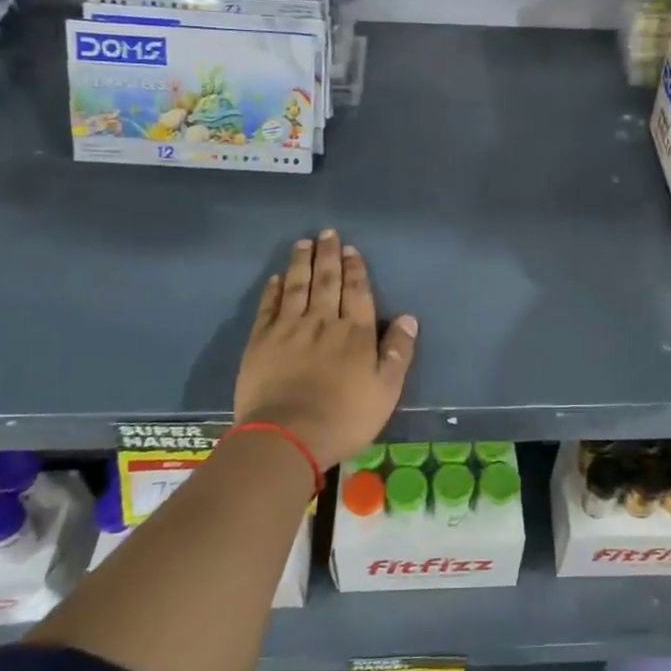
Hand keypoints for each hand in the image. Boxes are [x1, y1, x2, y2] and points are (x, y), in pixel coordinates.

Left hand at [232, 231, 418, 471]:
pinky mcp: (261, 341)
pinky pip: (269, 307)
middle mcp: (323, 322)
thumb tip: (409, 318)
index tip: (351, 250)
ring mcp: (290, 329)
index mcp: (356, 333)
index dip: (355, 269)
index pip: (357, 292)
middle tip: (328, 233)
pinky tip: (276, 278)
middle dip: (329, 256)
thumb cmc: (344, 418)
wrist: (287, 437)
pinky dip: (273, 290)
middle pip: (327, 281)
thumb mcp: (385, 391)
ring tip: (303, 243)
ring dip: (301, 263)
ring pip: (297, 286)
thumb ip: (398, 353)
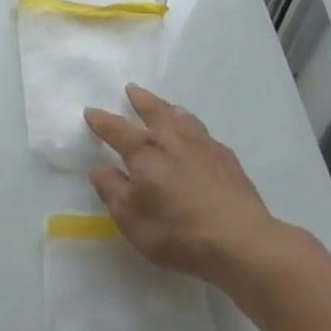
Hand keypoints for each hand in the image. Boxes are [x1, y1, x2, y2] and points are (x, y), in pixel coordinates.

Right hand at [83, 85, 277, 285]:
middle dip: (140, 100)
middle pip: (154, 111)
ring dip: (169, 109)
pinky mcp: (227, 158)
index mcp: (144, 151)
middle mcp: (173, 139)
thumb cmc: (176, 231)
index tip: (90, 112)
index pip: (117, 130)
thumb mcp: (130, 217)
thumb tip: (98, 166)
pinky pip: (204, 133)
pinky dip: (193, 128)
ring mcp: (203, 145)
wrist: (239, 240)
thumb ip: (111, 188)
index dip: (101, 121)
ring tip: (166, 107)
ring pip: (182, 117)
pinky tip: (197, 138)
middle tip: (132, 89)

□ □ □ □ □ □ □

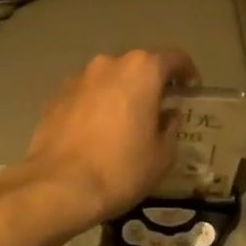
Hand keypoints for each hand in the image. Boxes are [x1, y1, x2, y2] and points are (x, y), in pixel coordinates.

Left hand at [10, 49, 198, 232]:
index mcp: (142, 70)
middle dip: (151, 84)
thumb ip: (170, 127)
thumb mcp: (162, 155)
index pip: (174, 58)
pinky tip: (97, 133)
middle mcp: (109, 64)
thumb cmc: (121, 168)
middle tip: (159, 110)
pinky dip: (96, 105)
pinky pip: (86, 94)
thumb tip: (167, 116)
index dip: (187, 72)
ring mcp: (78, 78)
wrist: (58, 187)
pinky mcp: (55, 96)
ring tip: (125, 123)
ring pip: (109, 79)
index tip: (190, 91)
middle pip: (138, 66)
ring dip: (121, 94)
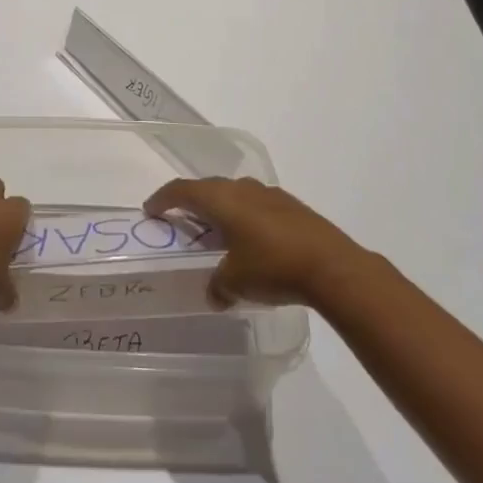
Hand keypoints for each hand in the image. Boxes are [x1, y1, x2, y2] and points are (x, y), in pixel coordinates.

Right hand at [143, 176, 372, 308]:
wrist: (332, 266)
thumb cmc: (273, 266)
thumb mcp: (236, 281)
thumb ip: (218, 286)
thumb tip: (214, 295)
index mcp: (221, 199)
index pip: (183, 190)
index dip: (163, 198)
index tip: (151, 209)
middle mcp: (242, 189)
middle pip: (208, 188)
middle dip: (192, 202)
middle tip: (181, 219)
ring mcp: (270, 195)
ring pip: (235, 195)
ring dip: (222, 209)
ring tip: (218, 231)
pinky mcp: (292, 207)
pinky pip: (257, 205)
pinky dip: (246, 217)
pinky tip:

□ □ □ □ □ □ □

• [Your goal]
All that is wanted is the lines above between the one containing "thumb tip: (409, 318)" and the one containing "middle tip: (132, 89)", inclusive, restated word for word, with pictures omitted.

• [Response box]
thumb tip: (409, 318)
index tip: (351, 250)
ring mcp: (290, 329)
index mcp: (356, 333)
index dip: (355, 269)
index pip: (357, 292)
middle tip: (328, 233)
pinky tip: (276, 278)
middle dip: (329, 256)
thumb cmc: (344, 418)
wrist: (287, 437)
pinky dip: (273, 290)
middle pip: (327, 281)
thumb mcp: (385, 391)
ring tip: (303, 243)
ring dip: (301, 263)
ring pip: (297, 286)
thumb ip: (398, 353)
Hand keypoints for each hand in the image. Boxes are [x1, y1, x2, y2] and points are (x, y), in pixel coordinates.

Right hand at [83, 85, 277, 285]:
middle dip: (140, 100)
middle pip: (154, 111)
ring dip: (169, 109)
pinky mcp: (227, 158)
index mcp: (144, 151)
middle mcp: (173, 139)
thumb cmc: (176, 231)
index tip: (90, 112)
index pip: (117, 130)
thumb mcp: (130, 217)
thumb tip: (98, 166)
pinky pip: (204, 133)
pinky dip: (193, 128)
ring mcp: (203, 145)
wrist: (239, 240)
thumb ip: (111, 188)
index dip: (101, 121)
ring tip: (166, 107)
ring pip: (182, 117)
pinky tip: (197, 138)
middle tip: (132, 89)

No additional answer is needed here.